The driver apparently understood. “Ah, must be your first time on the islands. I see you were looking at our kama’aina rates.”
“Your whosie whatsie rates?”
“Kama’aina,” the cabbie repeated pleasantly. “Those are the rates for locals.” He pointed below those rates at the smaller print. “Those are the rates for tourists.”
Ian did not care for the way he said “tourists.” For the first
time on Huh? Why E?, he heard a hint of unpleasantness. It startled him. “Well, how often do you actually pick up locals?” Ian challenged.
The cab driver shrugged dismissively. “Never.”
“So … you’ve never once actually charged the rates posted prominently on your window?”
The cabbie laughed, taking the credit chit from Ian’s outstretched hand. Before Ian could absorb what was happening, he drained it completely. “You think I could afford to live here charging those rates? Have you seen what things cost here?”
“I’m starting to,” Ian said dejectedly as he stumbled out of the cab. The driver wished him a good day and pleasantly thanked him for his patronage as he sped off into the sunset.
Ian supposed he would be pleasant too if it allowed him to charge people so exorbitantly. He shook his head and started toward the Ivory Tower, as the Twiller flashed him a sympathetic glance. Ian wondered if Twillers used money.
Ian walked up a red carpet into the entrance to the tower, expecting to find a grand foyer, something majestic and full of knowledge and wisdom. What he found instead were knickknacks, T-shirts, chocolates, and souvenirs.

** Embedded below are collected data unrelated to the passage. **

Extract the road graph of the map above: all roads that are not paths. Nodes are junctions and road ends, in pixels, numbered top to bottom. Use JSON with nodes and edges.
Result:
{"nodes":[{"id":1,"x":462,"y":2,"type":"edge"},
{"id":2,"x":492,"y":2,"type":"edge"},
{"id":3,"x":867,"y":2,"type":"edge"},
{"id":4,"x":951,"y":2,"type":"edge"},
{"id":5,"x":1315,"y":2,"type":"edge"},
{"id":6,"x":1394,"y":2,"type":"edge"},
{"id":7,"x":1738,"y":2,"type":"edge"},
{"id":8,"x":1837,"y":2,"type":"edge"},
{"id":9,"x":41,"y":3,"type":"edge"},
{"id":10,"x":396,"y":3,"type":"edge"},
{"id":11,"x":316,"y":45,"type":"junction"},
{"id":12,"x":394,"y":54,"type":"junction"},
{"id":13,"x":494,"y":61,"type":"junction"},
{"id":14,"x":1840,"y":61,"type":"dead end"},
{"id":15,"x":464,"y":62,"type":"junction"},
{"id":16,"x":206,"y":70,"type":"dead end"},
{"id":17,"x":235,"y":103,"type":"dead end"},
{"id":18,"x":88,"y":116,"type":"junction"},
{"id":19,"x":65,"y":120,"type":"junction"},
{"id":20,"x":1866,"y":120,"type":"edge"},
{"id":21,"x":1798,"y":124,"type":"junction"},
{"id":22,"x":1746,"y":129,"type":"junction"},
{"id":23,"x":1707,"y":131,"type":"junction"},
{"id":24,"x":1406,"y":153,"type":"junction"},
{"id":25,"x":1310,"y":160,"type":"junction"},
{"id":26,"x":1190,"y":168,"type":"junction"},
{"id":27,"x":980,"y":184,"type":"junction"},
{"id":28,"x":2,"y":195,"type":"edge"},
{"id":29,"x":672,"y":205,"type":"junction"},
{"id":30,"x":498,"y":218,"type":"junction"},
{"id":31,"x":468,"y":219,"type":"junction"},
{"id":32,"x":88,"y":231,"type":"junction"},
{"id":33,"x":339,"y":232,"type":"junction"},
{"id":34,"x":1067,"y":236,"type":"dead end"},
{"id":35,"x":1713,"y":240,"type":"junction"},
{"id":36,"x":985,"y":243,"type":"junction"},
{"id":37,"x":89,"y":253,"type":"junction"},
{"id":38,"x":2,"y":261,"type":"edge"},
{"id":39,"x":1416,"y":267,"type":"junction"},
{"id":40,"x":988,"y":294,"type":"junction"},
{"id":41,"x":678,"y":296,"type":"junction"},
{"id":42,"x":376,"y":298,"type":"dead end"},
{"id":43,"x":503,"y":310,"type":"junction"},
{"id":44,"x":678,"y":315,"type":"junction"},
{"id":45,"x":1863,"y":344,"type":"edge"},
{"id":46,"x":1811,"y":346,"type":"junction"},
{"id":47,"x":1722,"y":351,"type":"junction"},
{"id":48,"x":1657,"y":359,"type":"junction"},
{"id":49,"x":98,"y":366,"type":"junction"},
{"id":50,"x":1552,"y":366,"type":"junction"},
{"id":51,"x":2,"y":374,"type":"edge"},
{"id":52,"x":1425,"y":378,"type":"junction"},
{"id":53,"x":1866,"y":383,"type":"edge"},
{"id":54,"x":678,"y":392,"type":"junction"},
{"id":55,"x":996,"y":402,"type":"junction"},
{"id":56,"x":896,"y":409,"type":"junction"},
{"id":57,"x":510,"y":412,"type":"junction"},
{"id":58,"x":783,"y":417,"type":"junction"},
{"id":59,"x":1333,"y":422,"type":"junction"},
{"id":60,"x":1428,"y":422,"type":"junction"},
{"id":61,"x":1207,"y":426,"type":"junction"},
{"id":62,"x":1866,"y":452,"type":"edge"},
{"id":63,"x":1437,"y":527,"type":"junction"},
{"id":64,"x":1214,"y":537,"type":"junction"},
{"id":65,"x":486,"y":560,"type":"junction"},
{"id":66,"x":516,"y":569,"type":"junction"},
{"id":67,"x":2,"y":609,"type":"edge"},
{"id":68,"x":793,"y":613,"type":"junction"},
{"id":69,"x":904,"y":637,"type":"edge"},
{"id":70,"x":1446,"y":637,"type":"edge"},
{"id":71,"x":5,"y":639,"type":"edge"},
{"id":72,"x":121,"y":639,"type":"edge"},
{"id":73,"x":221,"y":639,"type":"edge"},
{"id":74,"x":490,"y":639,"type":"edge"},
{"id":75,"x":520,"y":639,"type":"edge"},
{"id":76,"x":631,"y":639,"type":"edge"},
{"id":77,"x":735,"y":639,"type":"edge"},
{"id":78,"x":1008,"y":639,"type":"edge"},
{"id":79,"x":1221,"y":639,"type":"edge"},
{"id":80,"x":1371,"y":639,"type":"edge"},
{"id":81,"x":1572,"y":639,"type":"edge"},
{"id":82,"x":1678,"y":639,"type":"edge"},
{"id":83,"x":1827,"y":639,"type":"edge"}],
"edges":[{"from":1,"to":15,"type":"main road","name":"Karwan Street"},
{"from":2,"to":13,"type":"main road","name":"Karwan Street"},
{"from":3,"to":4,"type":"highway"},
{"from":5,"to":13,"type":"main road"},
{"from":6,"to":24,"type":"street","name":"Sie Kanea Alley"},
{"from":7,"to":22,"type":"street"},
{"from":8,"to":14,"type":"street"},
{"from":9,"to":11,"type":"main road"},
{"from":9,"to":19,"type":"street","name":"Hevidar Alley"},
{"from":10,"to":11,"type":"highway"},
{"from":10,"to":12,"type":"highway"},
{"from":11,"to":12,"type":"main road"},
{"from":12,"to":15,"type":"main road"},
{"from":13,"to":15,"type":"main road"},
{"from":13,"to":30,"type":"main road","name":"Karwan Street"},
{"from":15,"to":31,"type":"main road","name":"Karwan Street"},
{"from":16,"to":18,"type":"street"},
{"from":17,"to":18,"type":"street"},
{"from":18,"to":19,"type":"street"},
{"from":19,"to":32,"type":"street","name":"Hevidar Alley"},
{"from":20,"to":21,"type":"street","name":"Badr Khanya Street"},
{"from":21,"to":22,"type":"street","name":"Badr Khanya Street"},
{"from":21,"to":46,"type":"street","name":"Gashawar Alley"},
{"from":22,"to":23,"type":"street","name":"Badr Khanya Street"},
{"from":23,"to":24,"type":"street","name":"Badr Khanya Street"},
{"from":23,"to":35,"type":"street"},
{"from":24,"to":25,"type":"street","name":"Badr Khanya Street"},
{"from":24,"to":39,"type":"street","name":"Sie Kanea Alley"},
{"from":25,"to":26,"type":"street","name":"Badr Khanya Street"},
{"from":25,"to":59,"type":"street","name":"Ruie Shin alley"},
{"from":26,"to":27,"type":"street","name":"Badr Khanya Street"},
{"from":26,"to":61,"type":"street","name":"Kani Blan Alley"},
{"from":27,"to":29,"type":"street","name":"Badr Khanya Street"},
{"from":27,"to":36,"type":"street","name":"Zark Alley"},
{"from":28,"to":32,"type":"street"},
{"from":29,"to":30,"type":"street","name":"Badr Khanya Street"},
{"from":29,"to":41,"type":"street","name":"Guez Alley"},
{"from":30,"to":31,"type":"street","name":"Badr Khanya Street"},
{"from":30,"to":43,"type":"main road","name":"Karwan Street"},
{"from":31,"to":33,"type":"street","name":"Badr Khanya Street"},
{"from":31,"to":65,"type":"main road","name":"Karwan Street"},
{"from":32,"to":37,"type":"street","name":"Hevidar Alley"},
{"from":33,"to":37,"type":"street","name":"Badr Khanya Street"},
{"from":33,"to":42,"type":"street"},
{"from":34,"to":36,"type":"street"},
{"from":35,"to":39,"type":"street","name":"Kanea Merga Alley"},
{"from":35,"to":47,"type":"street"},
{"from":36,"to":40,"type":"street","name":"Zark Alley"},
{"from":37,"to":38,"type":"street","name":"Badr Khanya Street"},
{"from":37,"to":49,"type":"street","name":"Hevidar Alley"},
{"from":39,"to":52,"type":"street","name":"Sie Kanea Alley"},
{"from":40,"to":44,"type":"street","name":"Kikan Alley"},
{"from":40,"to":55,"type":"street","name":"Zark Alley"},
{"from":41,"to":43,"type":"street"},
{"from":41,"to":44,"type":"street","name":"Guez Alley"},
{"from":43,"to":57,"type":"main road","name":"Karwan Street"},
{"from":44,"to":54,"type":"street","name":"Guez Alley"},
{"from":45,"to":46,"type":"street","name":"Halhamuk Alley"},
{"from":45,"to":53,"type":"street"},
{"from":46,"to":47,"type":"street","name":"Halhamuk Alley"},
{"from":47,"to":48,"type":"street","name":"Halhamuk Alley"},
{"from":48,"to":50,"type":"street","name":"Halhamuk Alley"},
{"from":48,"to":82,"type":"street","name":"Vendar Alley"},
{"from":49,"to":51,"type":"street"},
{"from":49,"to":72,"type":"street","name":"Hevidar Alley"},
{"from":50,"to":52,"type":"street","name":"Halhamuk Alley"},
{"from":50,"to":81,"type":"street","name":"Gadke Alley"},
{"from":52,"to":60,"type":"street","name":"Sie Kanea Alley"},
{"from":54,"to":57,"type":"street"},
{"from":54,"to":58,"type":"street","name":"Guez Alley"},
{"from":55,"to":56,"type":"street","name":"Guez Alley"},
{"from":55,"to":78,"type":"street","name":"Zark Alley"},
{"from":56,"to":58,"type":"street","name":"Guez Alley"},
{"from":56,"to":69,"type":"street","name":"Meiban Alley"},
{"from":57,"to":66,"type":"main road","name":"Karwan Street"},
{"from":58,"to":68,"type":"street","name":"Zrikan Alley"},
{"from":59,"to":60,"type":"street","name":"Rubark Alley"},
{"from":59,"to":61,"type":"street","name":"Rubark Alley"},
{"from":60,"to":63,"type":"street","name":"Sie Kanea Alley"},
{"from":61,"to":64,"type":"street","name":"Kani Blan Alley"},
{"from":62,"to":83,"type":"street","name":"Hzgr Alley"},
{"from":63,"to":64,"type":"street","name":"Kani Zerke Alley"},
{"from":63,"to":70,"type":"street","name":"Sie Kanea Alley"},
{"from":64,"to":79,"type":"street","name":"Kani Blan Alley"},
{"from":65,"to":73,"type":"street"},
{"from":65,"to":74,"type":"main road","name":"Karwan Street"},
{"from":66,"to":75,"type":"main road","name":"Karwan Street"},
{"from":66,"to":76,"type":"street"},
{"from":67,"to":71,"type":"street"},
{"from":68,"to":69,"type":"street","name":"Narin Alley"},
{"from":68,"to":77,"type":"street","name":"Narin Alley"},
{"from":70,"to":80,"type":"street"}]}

“Welcome to the Ivory Tower Oracle,” boomed a voice. “And sundries.”
“And sundries?” Ian repeated.
A wide alien behind the counter shrugged. “Much more popular than the whole oracle bit,” it admitted.
“But that’s the bit I’m here for,” Ian explained.
The alien seemed a bit surprised, but simply shrugged and pointed to a small door in the back of the room. “Through there.”
Ian passed rows of Huh? Why E? T-shirts, alien figurines wearing hula skirts, keychains with hundreds of names in thousands of languages (but no “Ian”), small Twiller-shaped stuffed animals, bottles of ravenous space dragon repellant (which would have come in really handy earlier), and rows of little spoons. Why little spoons? Ian wondered absently. It made no more sense here than back on Earth.